L’offensive des industriels contre les propositions de la Convention climat s’est accompagnée d’une véritable guerre des mots pour décrédibiliser les « citoyens » à coups de tribunes, de comparaisons parfois indignes, et de faux experts sur les plateaux télévisés.

Est-ce le processus inédit de la Convention citoyenne pour le climat qui les a pris de court ? Une véritable inquiétude face à l’ambition des mesures proposées ? À l’ordinaire plus coutumiers des couloirs calfeutrés, les lobbys industriels n’ont pas hésité à investir le terrain médiatique pour sonner l’heure de la révolte. Un « backlash  » organisé à grands coups de tribunes enflammées, de déclarations apocalyptiques ou de clash sur Twitter, avec au diapason, une étrange coalition de petits soldats mêlant élus de droite, éditorialistes patentés et intellectuels conservateurs. L’invective y a régné à la hauteur de l’enjeu : aucun mot n’a semblé assez fort pour dénoncer l’hérésie des mesures proposées, autant que l’incurie des commanditaires.

Tour à tour, la Convention citoyenne s’est vue taxée de populisme, de déni de réalité ou même, plus original, d’être « sans rapport ou presque avec le climat ». Procès en incompétence, en illégitimité, en radicalité, en dogmatisme ou en fanatisme, tout y est passé, même les soupçons de complotisme – les citoyens n’ayant pas été « totalement choisis au hasard », au sein d’une assemblée par ailleurs « passablement manipulée » [1].

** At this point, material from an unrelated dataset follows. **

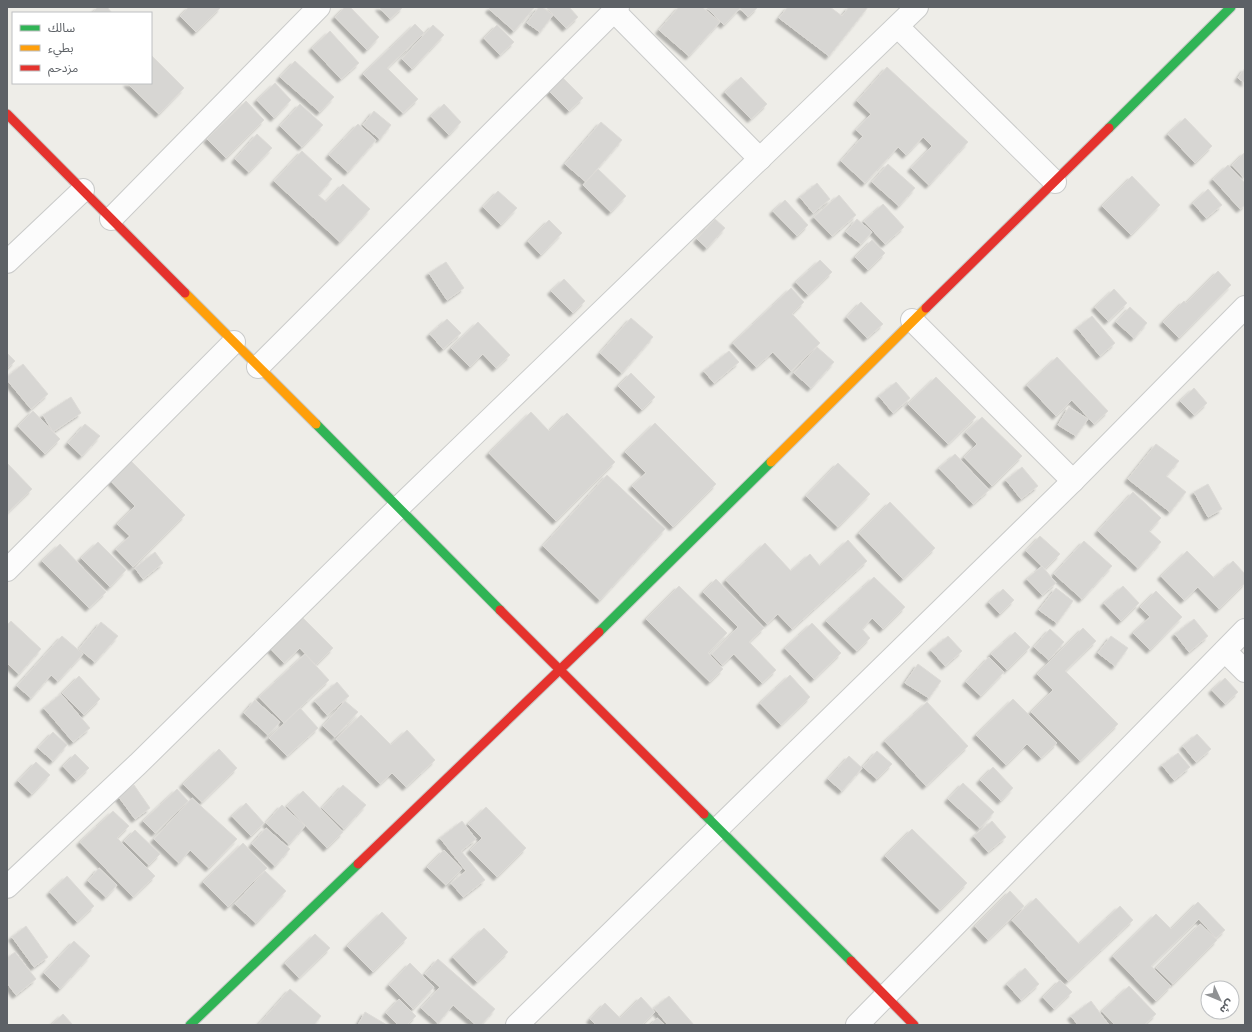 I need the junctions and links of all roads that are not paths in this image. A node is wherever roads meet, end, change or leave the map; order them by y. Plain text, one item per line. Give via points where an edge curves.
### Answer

Les propositions de la Convention climat « transformeraient la France en Venezuela en deux mois »

La Convention citoyenne a donc été accusée de tous les maux : elle augmenterait la fracture sociale et territoriale, nuirait aux plus modestes, abolirait le droit de propriété ou affaiblirait nos institutions démocratiques. Sans oublier toutes ses tares économiques – la baisse de la compétitivité, la menace sur l’emploi ou les risques de faillite – que François Lenglet, chroniqueur sur TF1, résume par la formule suivante : « Ce que vise la convention, c’est revenir à l’économie du confinement à perpétuité. Plus grave encore, la remise en cause de l’innovation  ». Pour Olivier Babeau, directeur de l’Institut Sapiens, un think tank libéral, pas de doute : les propositions des citoyens « transformeraient la France en Venezuela en deux mois ». Au concours Lépine de l’accusation la plus indécente, la palme revient certainement à Jacques Chevalier, journaliste au Point, qui ose toutes les comparaisons : « ‘‘Nuit gravement à la santé’’ est l’étoile jaune du SUV que certains veulent stigmatiser en interdisant même la publicité ».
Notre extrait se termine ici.